Surgical release of non-gliding adhesions that form along the surface of a tendon after injury or repair was a useful procedure in the salvage of tendon function. Tendon adhesion occur whenever the surface of a tendon is damaged either through the injury itself, be it lacerated or crushed or by surgical manipulation. At any point on the surface of the tendon where violation occurs, an adhesion would likely to form in the healing period [19]. Whenever these adhesions cannot be mobilized by therapy techniques, tenolysis should be considered. This procedure was demanding as tendon repair and itself cannot be undertaken lightly. It represents another onslaught in an area of previous trauma and surgery. Independent FDS action can be impeded by adhesion formation in zone-v repairs, which can be reduced with early motion.

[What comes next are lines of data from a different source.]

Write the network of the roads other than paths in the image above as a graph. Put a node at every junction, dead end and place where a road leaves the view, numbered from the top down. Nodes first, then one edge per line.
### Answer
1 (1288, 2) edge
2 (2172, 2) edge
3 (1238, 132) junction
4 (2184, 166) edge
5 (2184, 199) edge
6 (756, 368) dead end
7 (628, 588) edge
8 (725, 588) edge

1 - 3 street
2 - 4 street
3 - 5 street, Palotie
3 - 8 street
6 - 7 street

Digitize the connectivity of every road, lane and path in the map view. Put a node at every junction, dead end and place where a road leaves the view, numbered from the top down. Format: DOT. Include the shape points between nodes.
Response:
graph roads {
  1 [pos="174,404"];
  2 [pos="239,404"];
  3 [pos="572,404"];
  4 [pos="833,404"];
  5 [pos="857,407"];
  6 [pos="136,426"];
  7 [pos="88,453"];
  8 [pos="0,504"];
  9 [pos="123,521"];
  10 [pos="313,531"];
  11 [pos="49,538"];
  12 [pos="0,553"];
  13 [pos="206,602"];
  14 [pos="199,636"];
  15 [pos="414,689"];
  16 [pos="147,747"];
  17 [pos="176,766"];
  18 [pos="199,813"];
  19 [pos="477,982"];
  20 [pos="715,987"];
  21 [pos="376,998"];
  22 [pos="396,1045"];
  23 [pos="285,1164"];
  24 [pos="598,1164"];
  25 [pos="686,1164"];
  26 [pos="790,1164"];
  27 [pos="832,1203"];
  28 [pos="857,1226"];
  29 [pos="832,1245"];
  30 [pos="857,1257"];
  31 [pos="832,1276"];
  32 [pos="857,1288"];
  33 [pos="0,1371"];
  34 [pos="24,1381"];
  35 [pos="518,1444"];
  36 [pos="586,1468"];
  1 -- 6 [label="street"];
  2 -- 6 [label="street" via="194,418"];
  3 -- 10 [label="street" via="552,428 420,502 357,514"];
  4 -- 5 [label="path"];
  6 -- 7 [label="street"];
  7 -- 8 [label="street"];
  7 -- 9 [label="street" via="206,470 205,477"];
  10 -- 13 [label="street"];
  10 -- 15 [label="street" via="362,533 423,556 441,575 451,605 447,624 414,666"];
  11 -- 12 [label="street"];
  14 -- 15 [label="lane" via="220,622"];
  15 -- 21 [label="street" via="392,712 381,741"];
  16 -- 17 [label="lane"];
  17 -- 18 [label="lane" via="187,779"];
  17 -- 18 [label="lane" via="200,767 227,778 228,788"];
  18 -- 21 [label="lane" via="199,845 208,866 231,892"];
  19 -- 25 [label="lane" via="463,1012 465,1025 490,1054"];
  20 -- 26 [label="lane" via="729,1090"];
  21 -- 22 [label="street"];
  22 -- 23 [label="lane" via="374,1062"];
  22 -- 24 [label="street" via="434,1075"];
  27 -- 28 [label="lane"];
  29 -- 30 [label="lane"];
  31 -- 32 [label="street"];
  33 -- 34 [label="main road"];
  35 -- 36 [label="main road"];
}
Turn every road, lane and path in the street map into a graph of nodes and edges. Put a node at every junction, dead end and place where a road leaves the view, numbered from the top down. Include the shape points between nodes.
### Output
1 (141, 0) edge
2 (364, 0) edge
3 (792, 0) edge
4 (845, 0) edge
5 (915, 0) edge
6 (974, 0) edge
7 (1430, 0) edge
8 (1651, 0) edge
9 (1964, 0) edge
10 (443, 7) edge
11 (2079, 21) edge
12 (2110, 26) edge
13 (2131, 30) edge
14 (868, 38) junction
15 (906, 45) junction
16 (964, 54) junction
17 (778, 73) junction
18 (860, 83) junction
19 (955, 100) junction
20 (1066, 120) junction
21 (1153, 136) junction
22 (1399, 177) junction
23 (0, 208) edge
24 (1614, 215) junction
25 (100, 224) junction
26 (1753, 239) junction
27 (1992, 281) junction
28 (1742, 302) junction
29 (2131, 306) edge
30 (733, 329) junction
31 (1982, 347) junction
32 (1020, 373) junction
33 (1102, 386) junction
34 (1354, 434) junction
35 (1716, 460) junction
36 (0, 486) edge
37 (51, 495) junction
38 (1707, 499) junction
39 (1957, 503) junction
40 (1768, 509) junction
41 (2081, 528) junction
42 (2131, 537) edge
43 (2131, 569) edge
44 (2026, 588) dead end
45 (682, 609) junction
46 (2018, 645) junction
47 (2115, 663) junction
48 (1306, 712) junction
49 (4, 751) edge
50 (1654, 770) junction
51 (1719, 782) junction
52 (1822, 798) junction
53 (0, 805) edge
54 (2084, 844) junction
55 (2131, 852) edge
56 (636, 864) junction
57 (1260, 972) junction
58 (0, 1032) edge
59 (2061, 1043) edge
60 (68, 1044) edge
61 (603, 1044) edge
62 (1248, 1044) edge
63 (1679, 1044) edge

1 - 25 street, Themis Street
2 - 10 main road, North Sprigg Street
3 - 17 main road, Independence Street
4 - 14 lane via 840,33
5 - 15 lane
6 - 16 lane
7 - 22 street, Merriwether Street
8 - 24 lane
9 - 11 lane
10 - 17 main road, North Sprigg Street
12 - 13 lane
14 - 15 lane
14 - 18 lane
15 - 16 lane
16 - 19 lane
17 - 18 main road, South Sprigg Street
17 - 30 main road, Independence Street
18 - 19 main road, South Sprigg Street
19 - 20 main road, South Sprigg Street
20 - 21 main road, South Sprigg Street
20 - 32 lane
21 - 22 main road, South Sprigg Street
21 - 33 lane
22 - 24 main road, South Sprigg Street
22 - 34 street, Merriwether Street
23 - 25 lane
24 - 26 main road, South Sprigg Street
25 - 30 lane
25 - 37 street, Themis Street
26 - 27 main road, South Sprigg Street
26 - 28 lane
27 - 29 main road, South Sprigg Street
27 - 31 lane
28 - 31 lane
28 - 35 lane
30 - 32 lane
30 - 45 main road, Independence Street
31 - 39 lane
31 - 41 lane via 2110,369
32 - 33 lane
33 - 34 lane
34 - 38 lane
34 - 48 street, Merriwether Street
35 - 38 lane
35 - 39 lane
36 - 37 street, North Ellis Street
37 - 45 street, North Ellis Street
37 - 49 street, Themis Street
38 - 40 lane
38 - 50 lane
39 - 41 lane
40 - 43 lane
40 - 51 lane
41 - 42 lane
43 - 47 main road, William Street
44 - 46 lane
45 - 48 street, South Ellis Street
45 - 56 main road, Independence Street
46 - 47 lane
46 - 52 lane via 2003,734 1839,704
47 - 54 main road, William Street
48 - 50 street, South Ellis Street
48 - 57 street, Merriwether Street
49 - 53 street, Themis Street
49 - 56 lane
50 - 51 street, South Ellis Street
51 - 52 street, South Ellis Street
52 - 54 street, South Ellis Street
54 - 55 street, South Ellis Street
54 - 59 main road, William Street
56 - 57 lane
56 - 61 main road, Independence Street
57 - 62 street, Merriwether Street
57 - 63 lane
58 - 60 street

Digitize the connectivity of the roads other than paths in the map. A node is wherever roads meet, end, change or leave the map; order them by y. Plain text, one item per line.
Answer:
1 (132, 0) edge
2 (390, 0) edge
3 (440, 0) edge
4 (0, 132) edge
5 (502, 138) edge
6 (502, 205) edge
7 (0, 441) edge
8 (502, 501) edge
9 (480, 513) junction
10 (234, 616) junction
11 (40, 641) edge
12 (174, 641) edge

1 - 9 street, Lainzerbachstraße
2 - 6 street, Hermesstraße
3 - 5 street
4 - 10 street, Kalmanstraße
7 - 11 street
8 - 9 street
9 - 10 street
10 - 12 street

To permit early active motion the tendon repair must be strong enough to minimize the risk for gap formation and rupture [20].
In this series, I tried to do the procedure on the patients, those who developed adhesion but none of the patients were willing to do the second operation.
Conclusion
Satisfactory functional results were obtained when the proper surgical technique was coupled with careful postoperative management in patients with zone-v flexor tendon injuries.